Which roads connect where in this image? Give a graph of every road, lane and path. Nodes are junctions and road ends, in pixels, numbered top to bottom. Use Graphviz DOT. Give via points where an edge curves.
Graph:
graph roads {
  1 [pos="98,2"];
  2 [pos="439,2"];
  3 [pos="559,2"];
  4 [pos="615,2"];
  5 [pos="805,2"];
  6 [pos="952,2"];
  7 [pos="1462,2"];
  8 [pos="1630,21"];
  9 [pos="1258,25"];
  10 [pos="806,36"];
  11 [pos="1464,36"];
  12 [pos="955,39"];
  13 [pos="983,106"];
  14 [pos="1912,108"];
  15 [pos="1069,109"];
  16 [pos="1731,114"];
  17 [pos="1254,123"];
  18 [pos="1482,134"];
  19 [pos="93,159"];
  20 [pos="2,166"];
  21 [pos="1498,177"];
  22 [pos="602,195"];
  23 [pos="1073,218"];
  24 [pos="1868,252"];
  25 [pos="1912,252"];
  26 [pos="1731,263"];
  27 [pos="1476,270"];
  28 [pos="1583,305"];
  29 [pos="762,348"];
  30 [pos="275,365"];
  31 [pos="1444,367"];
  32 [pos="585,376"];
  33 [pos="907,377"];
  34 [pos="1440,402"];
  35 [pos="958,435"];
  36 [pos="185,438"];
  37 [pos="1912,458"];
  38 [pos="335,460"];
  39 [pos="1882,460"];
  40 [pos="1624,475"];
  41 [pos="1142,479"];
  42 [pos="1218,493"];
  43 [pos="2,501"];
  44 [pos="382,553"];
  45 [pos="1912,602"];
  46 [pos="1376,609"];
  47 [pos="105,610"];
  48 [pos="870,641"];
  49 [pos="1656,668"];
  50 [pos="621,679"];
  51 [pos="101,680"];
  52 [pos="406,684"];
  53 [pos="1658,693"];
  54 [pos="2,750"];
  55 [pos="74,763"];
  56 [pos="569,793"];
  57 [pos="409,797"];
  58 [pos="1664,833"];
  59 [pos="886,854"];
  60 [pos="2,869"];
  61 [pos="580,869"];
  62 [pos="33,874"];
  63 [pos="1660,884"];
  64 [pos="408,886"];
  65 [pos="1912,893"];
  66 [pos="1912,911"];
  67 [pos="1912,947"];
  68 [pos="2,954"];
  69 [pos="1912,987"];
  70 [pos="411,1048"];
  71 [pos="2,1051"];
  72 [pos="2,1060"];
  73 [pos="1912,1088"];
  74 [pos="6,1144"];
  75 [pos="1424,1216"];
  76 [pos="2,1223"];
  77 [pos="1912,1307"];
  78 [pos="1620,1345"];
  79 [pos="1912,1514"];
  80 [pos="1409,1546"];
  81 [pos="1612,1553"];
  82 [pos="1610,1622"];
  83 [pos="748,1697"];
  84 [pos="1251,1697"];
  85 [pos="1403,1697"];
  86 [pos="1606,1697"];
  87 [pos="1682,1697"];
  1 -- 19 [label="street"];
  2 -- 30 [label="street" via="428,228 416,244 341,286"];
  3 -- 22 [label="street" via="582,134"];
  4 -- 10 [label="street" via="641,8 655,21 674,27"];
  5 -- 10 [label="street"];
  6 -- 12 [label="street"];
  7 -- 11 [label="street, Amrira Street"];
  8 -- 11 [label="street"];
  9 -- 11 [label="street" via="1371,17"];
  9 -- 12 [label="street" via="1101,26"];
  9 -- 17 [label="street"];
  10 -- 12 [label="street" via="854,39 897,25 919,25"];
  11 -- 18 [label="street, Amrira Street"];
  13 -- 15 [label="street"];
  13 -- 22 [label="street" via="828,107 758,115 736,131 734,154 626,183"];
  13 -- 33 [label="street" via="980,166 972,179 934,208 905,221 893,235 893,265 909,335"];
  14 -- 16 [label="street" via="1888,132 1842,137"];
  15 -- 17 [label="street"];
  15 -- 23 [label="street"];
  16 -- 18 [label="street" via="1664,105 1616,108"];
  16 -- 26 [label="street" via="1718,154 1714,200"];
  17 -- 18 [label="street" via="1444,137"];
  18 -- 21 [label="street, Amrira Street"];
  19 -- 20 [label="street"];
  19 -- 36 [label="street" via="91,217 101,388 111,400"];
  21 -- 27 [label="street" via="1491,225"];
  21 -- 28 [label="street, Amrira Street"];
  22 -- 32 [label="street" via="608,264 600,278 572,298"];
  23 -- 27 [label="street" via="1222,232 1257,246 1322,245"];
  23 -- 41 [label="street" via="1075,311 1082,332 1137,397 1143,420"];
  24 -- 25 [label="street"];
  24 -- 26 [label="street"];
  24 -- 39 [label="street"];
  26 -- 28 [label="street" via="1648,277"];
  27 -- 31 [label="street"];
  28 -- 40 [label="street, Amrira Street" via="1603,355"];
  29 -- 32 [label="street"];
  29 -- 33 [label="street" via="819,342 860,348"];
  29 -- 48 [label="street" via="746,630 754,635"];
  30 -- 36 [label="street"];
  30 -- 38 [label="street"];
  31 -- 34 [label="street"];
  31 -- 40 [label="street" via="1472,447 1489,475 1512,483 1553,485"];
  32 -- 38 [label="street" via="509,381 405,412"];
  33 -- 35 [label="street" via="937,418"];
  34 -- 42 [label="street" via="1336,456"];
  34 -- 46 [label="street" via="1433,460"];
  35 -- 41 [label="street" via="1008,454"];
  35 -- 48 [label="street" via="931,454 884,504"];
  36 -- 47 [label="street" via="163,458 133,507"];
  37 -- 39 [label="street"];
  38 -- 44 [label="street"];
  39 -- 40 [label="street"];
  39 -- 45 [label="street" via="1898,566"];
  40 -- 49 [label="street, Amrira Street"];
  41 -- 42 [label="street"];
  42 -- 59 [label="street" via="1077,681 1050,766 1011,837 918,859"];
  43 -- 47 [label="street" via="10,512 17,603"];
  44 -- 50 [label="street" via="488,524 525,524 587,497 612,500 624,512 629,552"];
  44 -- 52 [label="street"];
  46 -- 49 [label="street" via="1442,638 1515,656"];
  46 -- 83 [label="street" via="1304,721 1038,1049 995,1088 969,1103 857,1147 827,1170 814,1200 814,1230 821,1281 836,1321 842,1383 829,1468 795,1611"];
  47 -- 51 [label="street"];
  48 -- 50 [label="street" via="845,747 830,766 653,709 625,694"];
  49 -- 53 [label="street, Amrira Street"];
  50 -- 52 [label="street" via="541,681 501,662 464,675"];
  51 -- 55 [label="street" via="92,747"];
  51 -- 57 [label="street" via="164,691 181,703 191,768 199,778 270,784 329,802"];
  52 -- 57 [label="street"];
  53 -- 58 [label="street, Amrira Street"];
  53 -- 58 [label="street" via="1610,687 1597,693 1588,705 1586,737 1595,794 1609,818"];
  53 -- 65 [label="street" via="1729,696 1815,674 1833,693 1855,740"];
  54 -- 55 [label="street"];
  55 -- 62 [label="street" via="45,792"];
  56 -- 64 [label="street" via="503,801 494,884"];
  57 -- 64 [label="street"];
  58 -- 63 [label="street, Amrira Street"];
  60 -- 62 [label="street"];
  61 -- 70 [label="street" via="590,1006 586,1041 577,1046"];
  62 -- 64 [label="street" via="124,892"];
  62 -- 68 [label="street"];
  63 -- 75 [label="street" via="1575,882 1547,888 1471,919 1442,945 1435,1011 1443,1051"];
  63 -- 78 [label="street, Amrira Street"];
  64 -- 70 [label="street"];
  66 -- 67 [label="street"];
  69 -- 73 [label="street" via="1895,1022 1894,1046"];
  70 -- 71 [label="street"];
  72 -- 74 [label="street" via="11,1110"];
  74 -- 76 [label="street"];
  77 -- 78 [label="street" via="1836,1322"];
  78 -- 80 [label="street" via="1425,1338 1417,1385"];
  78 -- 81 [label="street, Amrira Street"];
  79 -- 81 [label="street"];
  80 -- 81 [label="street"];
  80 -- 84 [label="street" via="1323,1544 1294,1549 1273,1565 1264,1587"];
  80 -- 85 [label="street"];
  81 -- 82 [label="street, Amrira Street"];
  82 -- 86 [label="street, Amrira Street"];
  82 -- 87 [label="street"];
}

--- --- ---

# Your instructions
Tell how many lines of the data include the word "roads", and nothing else.

# Response
2